Facilities

Thompson Hall

Thompson HallThe Department of Geology occupies Thompson Hall, which includes classrooms, offices, a small library and teaching/research laboratories. Most of the laboratory spaces are supervised by individual faculty members, and used primarily by them and their students. Several, such as the computer labs, are for all who need them. These spaces and the equipment they contain serve about half the research needs of the department, with the rest elsewhere on campus or at collaborative institutions.

The Department of Geology houses two computer laboratories that house computers and/or workstations, scanners, printers, and plotters. One laboratory is specifically designated for students and hosts several advanced workstations and industry software; it is used for 3-D seismic exercises as well as lab exercises in petrology and other advanced courses. The other hosts a 44" plotter for preparing posters for presentation. Thompson Hall is fully wireless.
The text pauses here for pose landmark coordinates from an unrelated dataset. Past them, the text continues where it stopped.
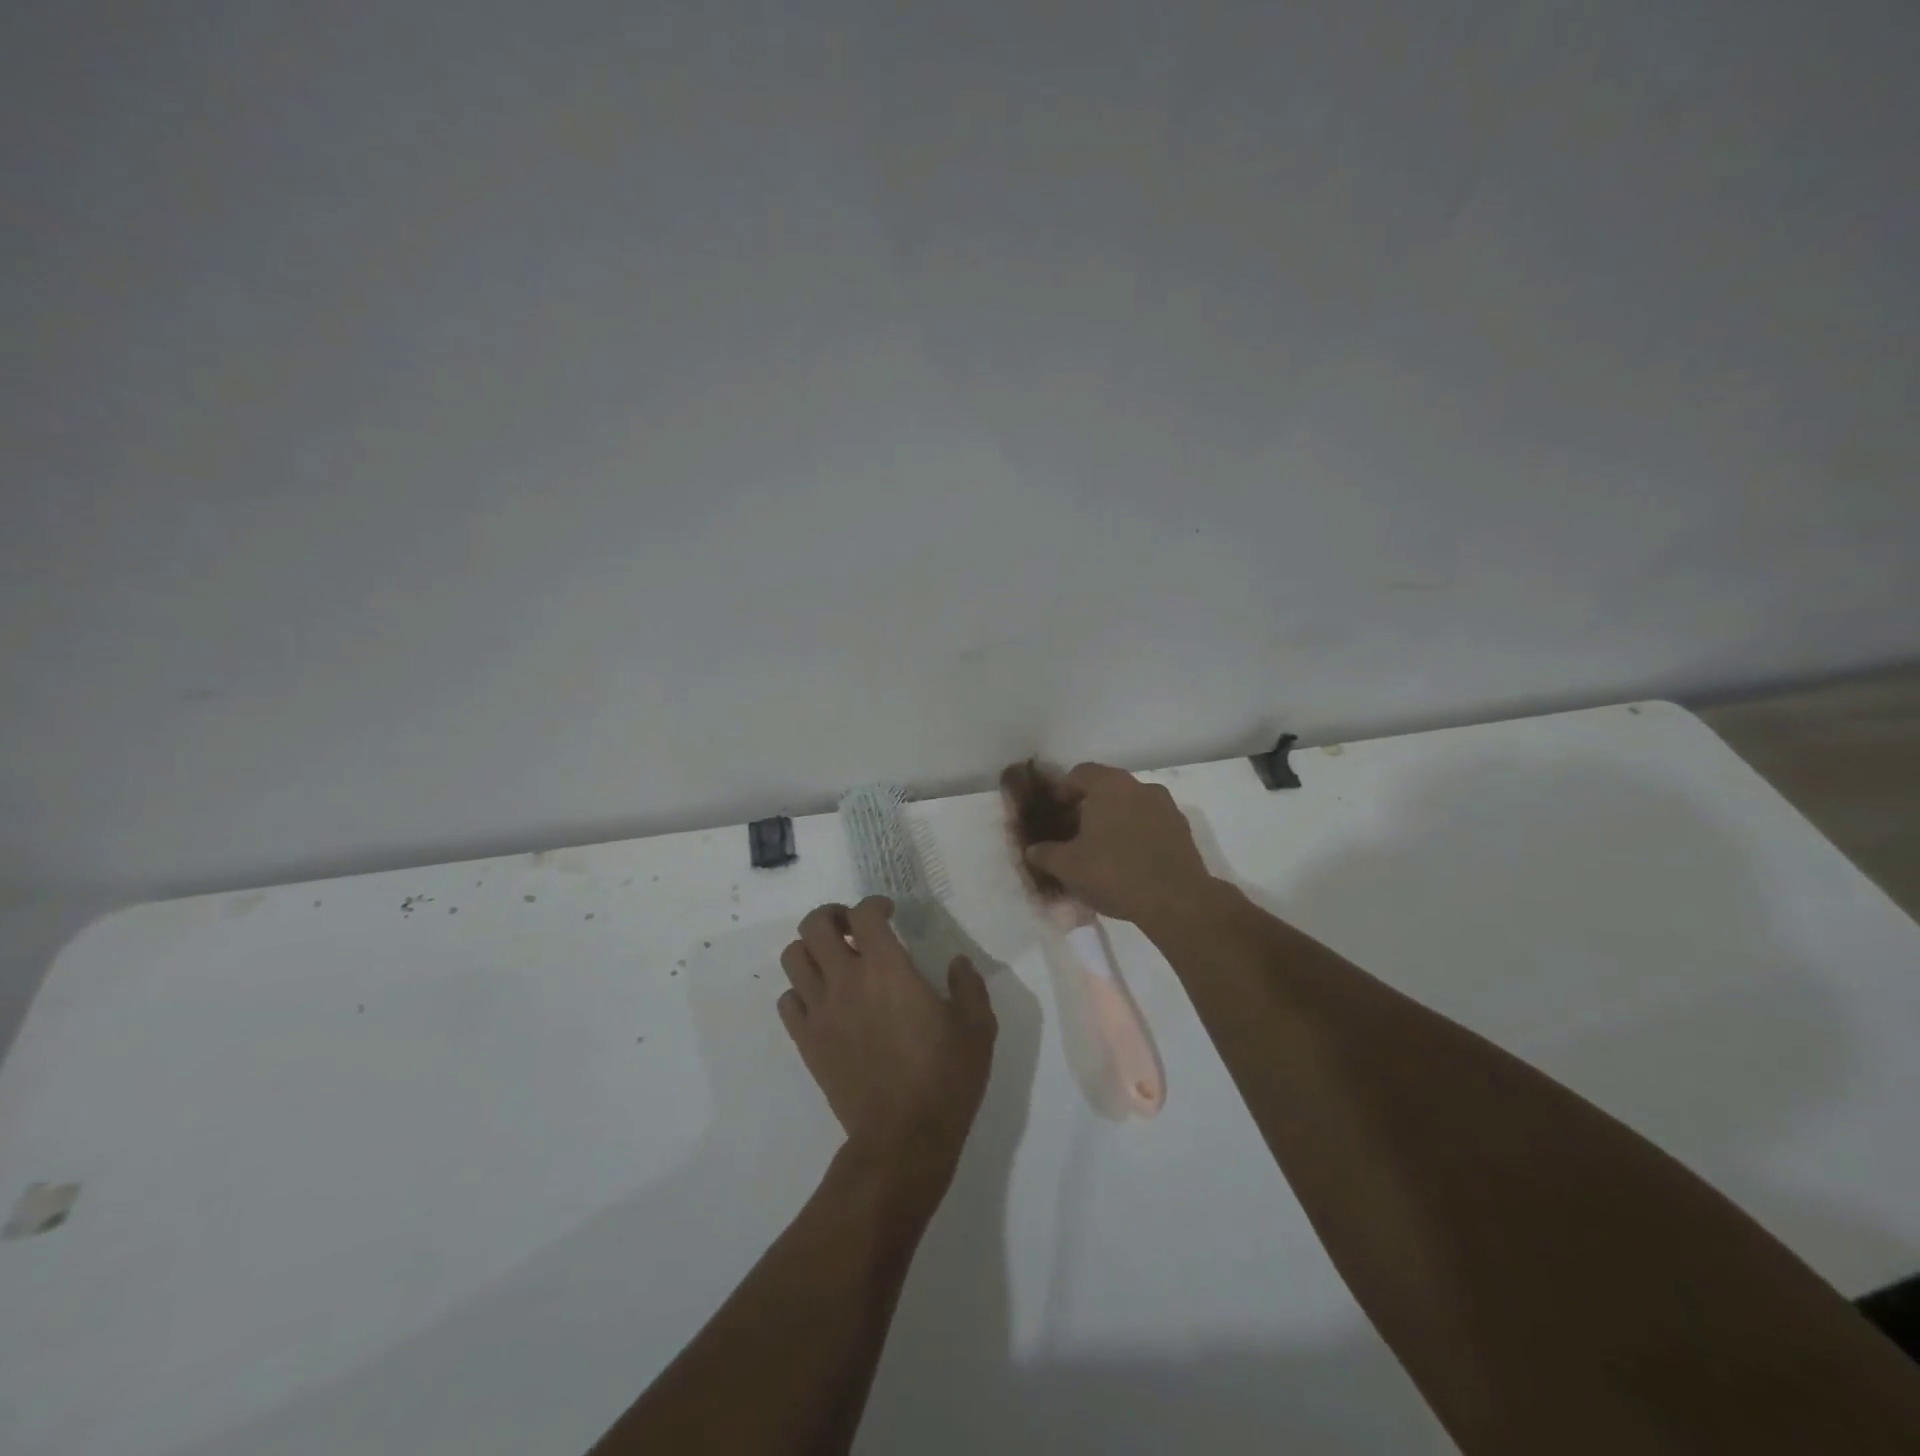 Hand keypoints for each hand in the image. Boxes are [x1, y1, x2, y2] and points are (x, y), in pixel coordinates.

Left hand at [778, 897, 996, 1178]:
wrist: (903, 1138)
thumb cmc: (945, 1077)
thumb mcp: (978, 1027)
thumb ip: (969, 985)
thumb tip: (958, 963)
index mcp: (887, 969)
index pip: (864, 913)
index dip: (874, 903)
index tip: (888, 912)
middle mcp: (846, 980)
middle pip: (815, 925)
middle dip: (832, 916)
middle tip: (852, 929)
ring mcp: (821, 1011)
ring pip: (792, 958)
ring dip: (811, 950)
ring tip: (834, 961)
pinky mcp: (806, 1041)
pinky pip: (787, 1001)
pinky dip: (801, 991)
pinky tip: (824, 1002)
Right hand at [1021, 762, 1217, 928]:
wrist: (1177, 900)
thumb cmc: (1114, 873)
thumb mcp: (1067, 866)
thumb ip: (1045, 853)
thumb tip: (1032, 849)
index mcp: (1110, 785)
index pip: (1079, 773)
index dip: (1062, 790)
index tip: (1054, 812)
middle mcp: (1140, 786)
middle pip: (1107, 788)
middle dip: (1089, 806)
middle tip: (1074, 832)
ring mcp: (1166, 807)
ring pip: (1131, 805)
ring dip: (1115, 820)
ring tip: (1101, 849)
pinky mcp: (1182, 830)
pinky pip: (1151, 824)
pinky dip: (1137, 834)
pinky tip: (1128, 861)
Thompson Hall has three geochemical labs with fume hoods. We also have labs for cutting and crushing rock, sectioning and polishing, and other routine sample preparation. Individual faculty labs house deionized water systems, work areas with binocular and petrographic microscopes (including fixed digital cameras), and work areas with analytical balances and drying ovens.

The geochemistry and hydrogeology lab at KSU is equipped with a state-of-the-art water/solution cation-anion analyzer (Dionex RFIC Ion Chromatography-ICS 3000) and the Optically Simulated Luminescence (OSL) laboratories host a state-of-the-art, fully automated luminescence dating system model no. Risø TL-DA-20C/D.

In addition to the usual hand-held transits and GPS devices for basic field geology, we have a suite of geophysical equipment including a Topcon GTS-229 laser total station, a proton precession magnetometer, a ground-penetrating radar system with antennae for two different depth ranges, a Worden gravimeter, an electromagnetic sensor, and a seismic reflection/refraction system. These instruments can also be used for undergraduate and graduate thesis research.

On-Campus Research Facilities

Other facilities on campus include a TRIGA Mark II pulsing reactor (Neutron Activation Analysis), A Hitachi Scanning Electron Microscope w/ Oxford EDS attachment (and Astimex standard mount) that is housed in the Department of Entomology, the Stable Isotope Mass Spec Lab in the Division of Biology, ICP-OES in the Department of Agronomy, ICP-MS in the College of Veterinary Medicine, and X-Ray diffraction in Agronomy and the Department of Chemistry. Other electron microscopes (e.g. SEM, TEM) are present in the College of Engineering, the College of Veterinary Medicine, and the Division of Biology.